I also keep an herb pantry: part medicinal, part culinary. Its important to keep an eye on those because they are more fragile and have limited shelf life. I like to grow my own as much as possible. I do not buy in bulk nor buy from the grocer unless I know the product is organic and not  irradiated.  This last part is very important!

Keeping a back up stock of some toiletries is a good idea because  s o m e people forget to tell you when they have used the last bit… like shampoo or toilet paper  = /  . Same goes for some simple first aid items like aspirin, bandages, diarrhea tablets, activated charcoal, antiseptic, wound cleanser … you know, a regular first aid kit with a refill on standby (but later exp dates).

I also have a back up pantry for the pets. Not so much the canary – its not that he’s not deserving, its just that he eats seeds that I already buy in bulk and then give him similar fruits and veg we eat (I feed him a lot out of the garden, his favourite is the nasturtium blossoms). But the cat and the dog both have back up emergency rations (wet can goods) in case they run out. Or if there are extended power outages and all the shops close down because everything is computerized/ electric! 

Some side thoughts of ‘preparedness’ since I brought up the lack of electricity. Throw in some batteries for your transistor radio, torches (lanterns/flashlights) or get a solar backup charger for your phone and charging batteries. If you have gas cooking and heat, no worries (this is why I don’t keep a big freezer section – my fridge-freezer is electric)! If you are chained to your electricity, think about cooking and heating safely! No killing yourself off with carbon monoxide poisoning nor burning down the house BBQing in the dining room!!  They have handy little hand warmers that are activated by shaking (for power outages, I keep some for the canary and the kids at bedtime get one in a sock – it works better than the big red rubber hot water bottles that get cold in the middle of the night). Also look at some camp gear (backpacker stove, sleeping bags, etc). Don’t get all upset thinking you need tons of stuff and all the money it will cost. Think it through. Think of it as an investment. Think about being prepared and just save up and work a   l i t t l e   piece   at   a   time for your basic needs. Or ask for these things as gifts for Christmas, birthdays or what ever 🙂

If you have medication, see if you can get them in 3 month supplies. I know this is expensive and some insurance companies won’t (and some medications can not) but some pharmacies will actually entice the insurance companies with great discounts if they go the 3 month route or see if they will at least let you over lap the refills. Talk to your pharmacist – sometimes they have great ideas. Same for the elderly you care for and pets that need special meds. I’m not saying horde; I am saying be prepared if there is some reason you can not get your Rx filled on time.

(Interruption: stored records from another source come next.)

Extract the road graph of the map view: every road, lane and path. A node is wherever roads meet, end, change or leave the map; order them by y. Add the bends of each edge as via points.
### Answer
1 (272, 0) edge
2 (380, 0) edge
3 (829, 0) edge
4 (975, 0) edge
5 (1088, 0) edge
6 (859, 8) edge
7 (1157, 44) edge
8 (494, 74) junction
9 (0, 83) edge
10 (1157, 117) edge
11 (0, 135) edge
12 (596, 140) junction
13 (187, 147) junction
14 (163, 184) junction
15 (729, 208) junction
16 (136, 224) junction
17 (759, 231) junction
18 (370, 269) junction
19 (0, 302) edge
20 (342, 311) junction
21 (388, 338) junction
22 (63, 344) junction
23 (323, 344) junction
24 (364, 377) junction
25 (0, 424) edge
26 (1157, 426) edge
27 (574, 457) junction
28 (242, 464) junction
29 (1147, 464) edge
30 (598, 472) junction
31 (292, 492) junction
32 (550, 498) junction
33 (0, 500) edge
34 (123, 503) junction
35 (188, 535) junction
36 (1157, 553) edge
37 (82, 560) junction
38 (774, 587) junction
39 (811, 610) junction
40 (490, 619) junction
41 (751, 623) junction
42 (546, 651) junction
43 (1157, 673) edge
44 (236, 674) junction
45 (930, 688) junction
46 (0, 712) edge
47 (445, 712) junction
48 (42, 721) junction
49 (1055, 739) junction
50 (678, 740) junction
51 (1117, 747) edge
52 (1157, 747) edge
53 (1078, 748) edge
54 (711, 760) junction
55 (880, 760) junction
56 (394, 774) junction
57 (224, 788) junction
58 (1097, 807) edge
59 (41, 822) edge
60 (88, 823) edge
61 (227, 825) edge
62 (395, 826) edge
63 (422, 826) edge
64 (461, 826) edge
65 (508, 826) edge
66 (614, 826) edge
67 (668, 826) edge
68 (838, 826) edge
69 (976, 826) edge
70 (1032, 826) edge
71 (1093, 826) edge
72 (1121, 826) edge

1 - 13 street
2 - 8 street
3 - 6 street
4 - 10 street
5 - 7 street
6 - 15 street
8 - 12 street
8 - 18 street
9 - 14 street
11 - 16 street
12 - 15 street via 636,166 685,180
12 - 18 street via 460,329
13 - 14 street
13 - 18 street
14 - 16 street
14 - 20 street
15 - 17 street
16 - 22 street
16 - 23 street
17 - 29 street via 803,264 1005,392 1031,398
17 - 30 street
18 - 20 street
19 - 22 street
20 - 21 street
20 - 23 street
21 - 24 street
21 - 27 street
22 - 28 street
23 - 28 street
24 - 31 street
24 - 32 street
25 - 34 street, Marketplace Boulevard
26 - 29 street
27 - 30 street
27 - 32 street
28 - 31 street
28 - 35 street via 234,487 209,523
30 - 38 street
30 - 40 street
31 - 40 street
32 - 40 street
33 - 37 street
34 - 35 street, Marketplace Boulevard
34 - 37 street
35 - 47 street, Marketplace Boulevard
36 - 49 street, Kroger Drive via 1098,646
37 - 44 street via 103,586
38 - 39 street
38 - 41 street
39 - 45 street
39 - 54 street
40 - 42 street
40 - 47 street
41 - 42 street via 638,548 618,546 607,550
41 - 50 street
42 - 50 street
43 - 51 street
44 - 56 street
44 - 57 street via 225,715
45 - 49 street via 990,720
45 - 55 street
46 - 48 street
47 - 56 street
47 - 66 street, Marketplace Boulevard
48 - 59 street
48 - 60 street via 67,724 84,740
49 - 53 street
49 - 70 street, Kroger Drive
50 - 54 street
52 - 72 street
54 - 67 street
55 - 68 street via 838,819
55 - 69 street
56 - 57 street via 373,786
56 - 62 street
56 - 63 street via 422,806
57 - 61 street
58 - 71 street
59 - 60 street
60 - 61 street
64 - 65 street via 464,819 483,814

Some people store water. We store very little unless we know a large storm is approaching then we bottle our own and use regardless. Mainly because if it is out for extended time, the tap water taste weird. Consider your needs and where you live.

Now you can say ‘oh that’s fine for you and yours’ but think about it: in the long run it saves time and money; you can budget a pantry little bit at a time; you don’t become depended as much on outside sources during weather/ emergencies or if you are ill or heaven forbid (!) you lose your income. Unexpected guest can crash your grocery budget but with some planning of basics, you can pull off some pretty great culinary feats out of your pantry!

So think about it. One or two extra items when you go to the market. You can start a pantry almost anywhere if you don’t have a large kitchen or pantry room: a closet, under your bed, that upper shelf or where ever you have a little space as long as it is cool, dry and preferably not in direct sun or place where it can freeze (learn more about food storage). Remember to buy things that you will eat normally and rotate your stock! Soon you will find that it is fun, a sense of pride in your little self-sufficient/ emergency ready stores and a very practical habit!